Exercise aim: Every entry that follows should be repeated exactly; drop the images.

[Available data — start]

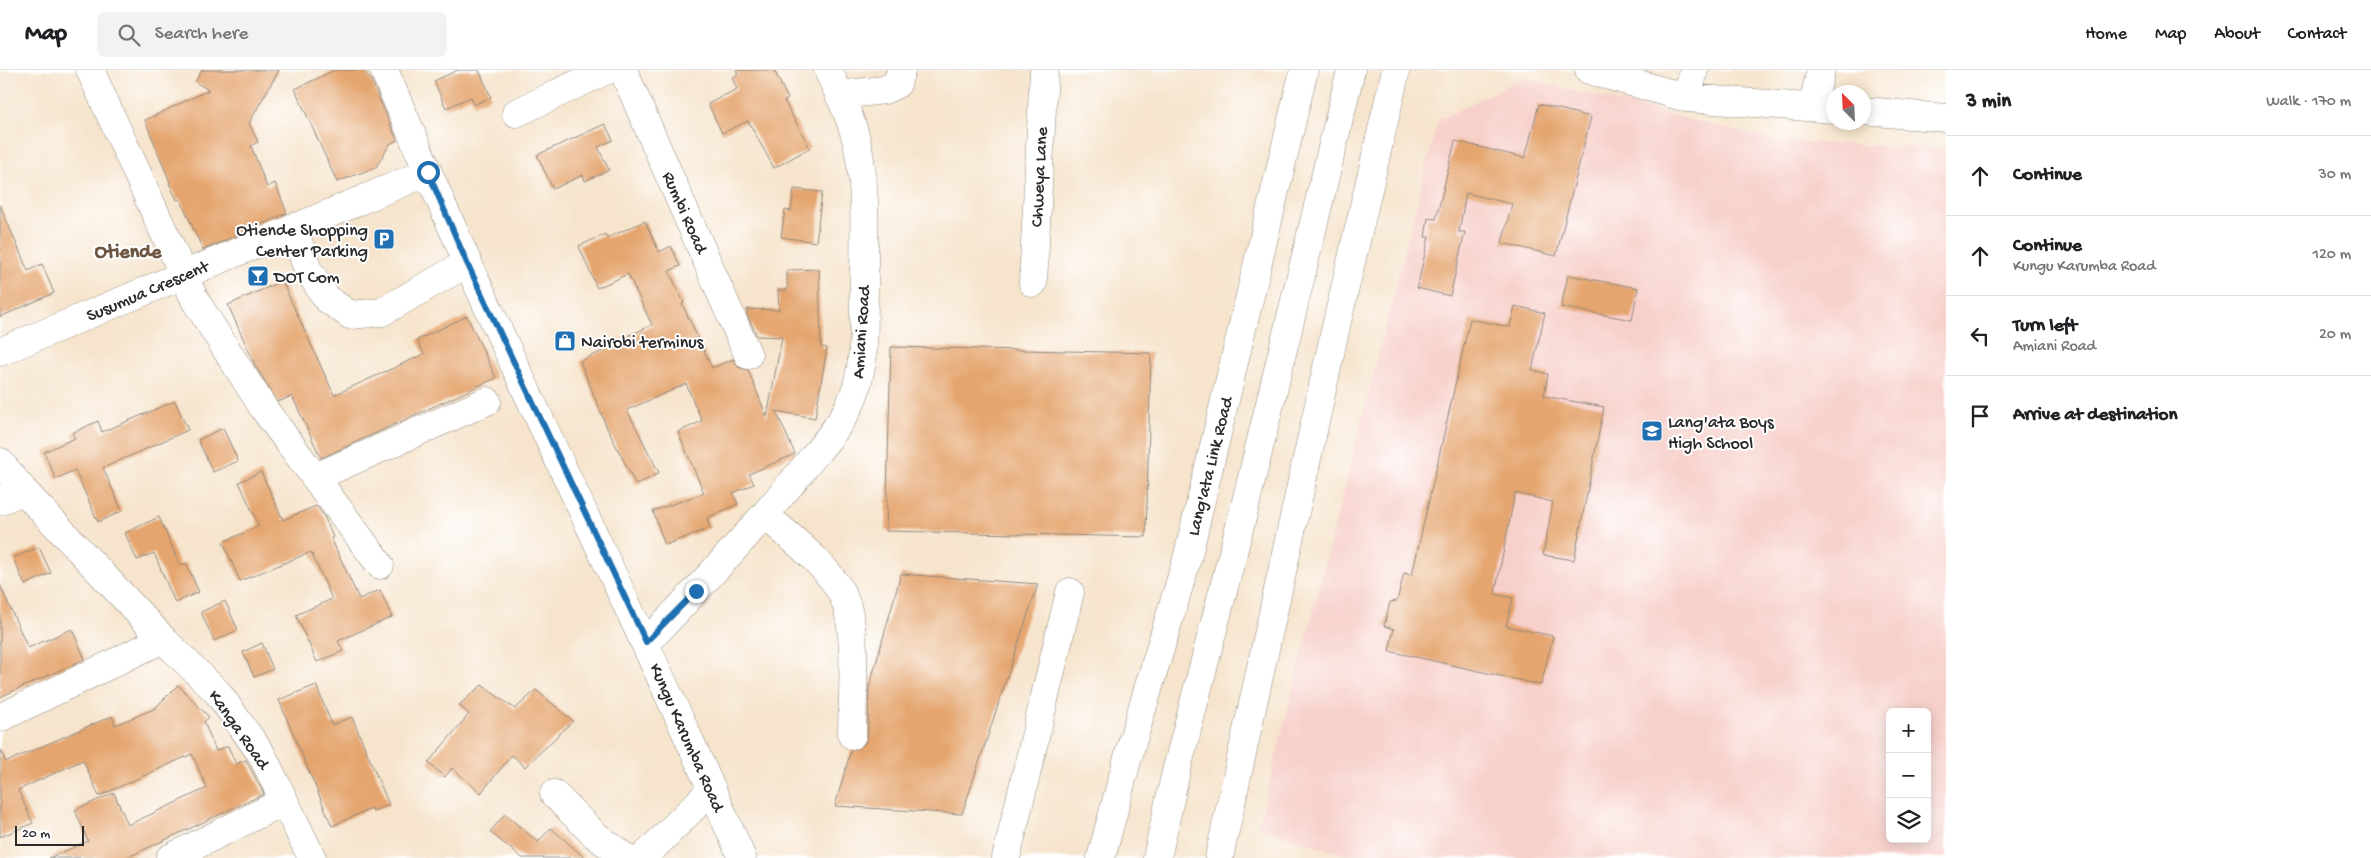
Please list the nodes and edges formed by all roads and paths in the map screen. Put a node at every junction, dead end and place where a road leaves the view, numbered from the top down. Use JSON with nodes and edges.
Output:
{"nodes":[{"id":1,"x":90,"y":70,"type":"edge"},
{"id":2,"x":384,"y":70,"type":"edge"},
{"id":3,"x":607,"y":70,"type":"edge"},
{"id":4,"x":623,"y":70,"type":"edge"},
{"id":5,"x":828,"y":70,"type":"edge"},
{"id":6,"x":901,"y":70,"type":"edge"},
{"id":7,"x":1044,"y":70,"type":"edge"},
{"id":8,"x":1304,"y":70,"type":"edge"},
{"id":9,"x":1351,"y":70,"type":"edge"},
{"id":10,"x":1396,"y":70,"type":"edge"},
{"id":11,"x":1589,"y":70,"type":"edge"},
{"id":12,"x":1694,"y":70,"type":"edge"},
{"id":13,"x":1821,"y":70,"type":"edge"},
{"id":14,"x":839,"y":95,"type":"junction"},
{"id":15,"x":1687,"y":98,"type":"junction"},
{"id":16,"x":1823,"y":108,"type":"edge"},
{"id":17,"x":516,"y":113,"type":"dead end"},
{"id":18,"x":1871,"y":113,"type":"edge"},
{"id":19,"x":1946,"y":118,"type":"edge"},
{"id":20,"x":428,"y":172,"type":"junction"},
{"id":21,"x":293,"y":227,"type":"junction"},
{"id":22,"x":467,"y":263,"type":"junction"},
{"id":23,"x":183,"y":276,"type":"junction"},
{"id":24,"x":1032,"y":284,"type":"dead end"},
{"id":25,"x":0,"y":352,"type":"edge"},
{"id":26,"x":748,"y":355,"type":"dead end"},
{"id":27,"x":486,"y":401,"type":"dead end"},
{"id":28,"x":0,"y":462,"type":"edge"},
{"id":29,"x":316,"y":477,"type":"junction"},
{"id":30,"x":11,"y":496,"type":"edge"},
{"id":31,"x":764,"y":515,"type":"junction"},
{"id":32,"x":380,"y":565,"type":"dead end"},
{"id":33,"x":1070,"y":592,"type":"dead end"},
{"id":34,"x":163,"y":639,"type":"junction"},
{"id":35,"x":646,"y":642,"type":"junction"},
{"id":36,"x":0,"y":718,"type":"edge"},
{"id":37,"x":852,"y":735,"type":"dead end"},
{"id":38,"x":712,"y":788,"type":"junction"},
{"id":39,"x":554,"y":794,"type":"dead end"},
{"id":40,"x":283,"y":802,"type":"junction"},
{"id":41,"x":170,"y":858,"type":"edge"},
{"id":42,"x":312,"y":858,"type":"edge"},
{"id":43,"x":626,"y":858,"type":"edge"},
{"id":44,"x":643,"y":858,"type":"edge"},
{"id":45,"x":742,"y":858,"type":"edge"},
{"id":46,"x":1006,"y":858,"type":"edge"},
{"id":47,"x":1101,"y":858,"type":"edge"},
{"id":48,"x":1157,"y":858,"type":"edge"},
{"id":49,"x":1219,"y":858,"type":"edge"}],
"edges":[{"from":1,"to":23,"type":"street"},
{"from":2,"to":20,"type":"street","name":"Kungu Karumba Road"},
{"from":3,"to":17,"type":"street"},
{"from":4,"to":26,"type":"street","name":"Rumbi Road"},
{"from":5,"to":14,"type":"street","name":"Amiani Road"},
{"from":6,"to":14,"type":"street"},
{"from":7,"to":24,"type":"street","name":"Chweya Lane"},
{"from":8,"to":47,"type":"street","name":"Lang'ata Link Road"},
{"from":9,"to":48,"type":"street"},
{"from":10,"to":49,"type":"street"},
{"from":11,"to":15,"type":"street"},
{"from":12,"to":15,"type":"street"},
{"from":13,"to":16,"type":"street"},
{"from":14,"to":31,"type":"street","name":"Amiani Road"},
{"from":15,"to":16,"type":"street"},
{"from":18,"to":19,"type":"street"},
{"from":20,"to":21,"type":"street","name":"Susumua Crescent"},
{"from":20,"to":22,"type":"street","name":"Kungu Karumba Road"},
{"from":21,"to":22,"type":"street"},
{"from":21,"to":23,"type":"street","name":"Susumua Crescent"},
{"from":22,"to":35,"type":"street","name":"Kungu Karumba Road"},
{"from":23,"to":25,"type":"street","name":"Susumua Crescent"},
{"from":23,"to":29,"type":"street"},
{"from":27,"to":29,"type":"street"},
{"from":28,"to":30,"type":"street","name":"Kanga Road"},
{"from":29,"to":32,"type":"street"},
{"from":30,"to":34,"type":"street","name":"Kanga Road"},
{"from":31,"to":35,"type":"street","name":"Amiani Road"},
{"from":31,"to":37,"type":"street"},
{"from":33,"to":46,"type":"street"},
{"from":34,"to":36,"type":"street"},
{"from":34,"to":40,"type":"street","name":"Kanga Road"},
{"from":35,"to":38,"type":"street","name":"Kungu Karumba Road"},
{"from":38,"to":44,"type":"street"},
{"from":38,"to":45,"type":"street","name":"Kungu Karumba Road"},
{"from":39,"to":43,"type":"street"},
{"from":40,"to":41,"type":"street"},
{"from":40,"to":42,"type":"street","name":"Kanga Road"}]}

[Available data — finish]

Answer for the task:
Please list the nodes and edges formed by all roads and paths in the map screen. Put a node at every junction, dead end and place where a road leaves the view, numbered from the top down. Use JSON with nodes and edges.
Output:
{"nodes":[{"id":1,"x":90,"y":70,"type":"edge"},
{"id":2,"x":384,"y":70,"type":"edge"},
{"id":3,"x":607,"y":70,"type":"edge"},
{"id":4,"x":623,"y":70,"type":"edge"},
{"id":5,"x":828,"y":70,"type":"edge"},
{"id":6,"x":901,"y":70,"type":"edge"},
{"id":7,"x":1044,"y":70,"type":"edge"},
{"id":8,"x":1304,"y":70,"type":"edge"},
{"id":9,"x":1351,"y":70,"type":"edge"},
{"id":10,"x":1396,"y":70,"type":"edge"},
{"id":11,"x":1589,"y":70,"type":"edge"},
{"id":12,"x":1694,"y":70,"type":"edge"},
{"id":13,"x":1821,"y":70,"type":"edge"},
{"id":14,"x":839,"y":95,"type":"junction"},
{"id":15,"x":1687,"y":98,"type":"junction"},
{"id":16,"x":1823,"y":108,"type":"edge"},
{"id":17,"x":516,"y":113,"type":"dead end"},
{"id":18,"x":1871,"y":113,"type":"edge"},
{"id":19,"x":1946,"y":118,"type":"edge"},
{"id":20,"x":428,"y":172,"type":"junction"},
{"id":21,"x":293,"y":227,"type":"junction"},
{"id":22,"x":467,"y":263,"type":"junction"},
{"id":23,"x":183,"y":276,"type":"junction"},
{"id":24,"x":1032,"y":284,"type":"dead end"},
{"id":25,"x":0,"y":352,"type":"edge"},
{"id":26,"x":748,"y":355,"type":"dead end"},
{"id":27,"x":486,"y":401,"type":"dead end"},
{"id":28,"x":0,"y":462,"type":"edge"},
{"id":29,"x":316,"y":477,"type":"junction"},
{"id":30,"x":11,"y":496,"type":"edge"},
{"id":31,"x":764,"y":515,"type":"junction"},
{"id":32,"x":380,"y":565,"type":"dead end"},
{"id":33,"x":1070,"y":592,"type":"dead end"},
{"id":34,"x":163,"y":639,"type":"junction"},
{"id":35,"x":646,"y":642,"type":"junction"},
{"id":36,"x":0,"y":718,"type":"edge"},
{"id":37,"x":852,"y":735,"type":"dead end"},
{"id":38,"x":712,"y":788,"type":"junction"},
{"id":39,"x":554,"y":794,"type":"dead end"},
{"id":40,"x":283,"y":802,"type":"junction"},
{"id":41,"x":170,"y":858,"type":"edge"},
{"id":42,"x":312,"y":858,"type":"edge"},
{"id":43,"x":626,"y":858,"type":"edge"},
{"id":44,"x":643,"y":858,"type":"edge"},
{"id":45,"x":742,"y":858,"type":"edge"},
{"id":46,"x":1006,"y":858,"type":"edge"},
{"id":47,"x":1101,"y":858,"type":"edge"},
{"id":48,"x":1157,"y":858,"type":"edge"},
{"id":49,"x":1219,"y":858,"type":"edge"}],
"edges":[{"from":1,"to":23,"type":"street"},
{"from":2,"to":20,"type":"street","name":"Kungu Karumba Road"},
{"from":3,"to":17,"type":"street"},
{"from":4,"to":26,"type":"street","name":"Rumbi Road"},
{"from":5,"to":14,"type":"street","name":"Amiani Road"},
{"from":6,"to":14,"type":"street"},
{"from":7,"to":24,"type":"street","name":"Chweya Lane"},
{"from":8,"to":47,"type":"street","name":"Lang'ata Link Road"},
{"from":9,"to":48,"type":"street"},
{"from":10,"to":49,"type":"street"},
{"from":11,"to":15,"type":"street"},
{"from":12,"to":15,"type":"street"},
{"from":13,"to":16,"type":"street"},
{"from":14,"to":31,"type":"street","name":"Amiani Road"},
{"from":15,"to":16,"type":"street"},
{"from":18,"to":19,"type":"street"},
{"from":20,"to":21,"type":"street","name":"Susumua Crescent"},
{"from":20,"to":22,"type":"street","name":"Kungu Karumba Road"},
{"from":21,"to":22,"type":"street"},
{"from":21,"to":23,"type":"street","name":"Susumua Crescent"},
{"from":22,"to":35,"type":"street","name":"Kungu Karumba Road"},
{"from":23,"to":25,"type":"street","name":"Susumua Crescent"},
{"from":23,"to":29,"type":"street"},
{"from":27,"to":29,"type":"street"},
{"from":28,"to":30,"type":"street","name":"Kanga Road"},
{"from":29,"to":32,"type":"street"},
{"from":30,"to":34,"type":"street","name":"Kanga Road"},
{"from":31,"to":35,"type":"street","name":"Amiani Road"},
{"from":31,"to":37,"type":"street"},
{"from":33,"to":46,"type":"street"},
{"from":34,"to":36,"type":"street"},
{"from":34,"to":40,"type":"street","name":"Kanga Road"},
{"from":35,"to":38,"type":"street","name":"Kungu Karumba Road"},
{"from":38,"to":44,"type":"street"},
{"from":38,"to":45,"type":"street","name":"Kungu Karumba Road"},
{"from":39,"to":43,"type":"street"},
{"from":40,"to":41,"type":"street"},
{"from":40,"to":42,"type":"street","name":"Kanga Road"}]}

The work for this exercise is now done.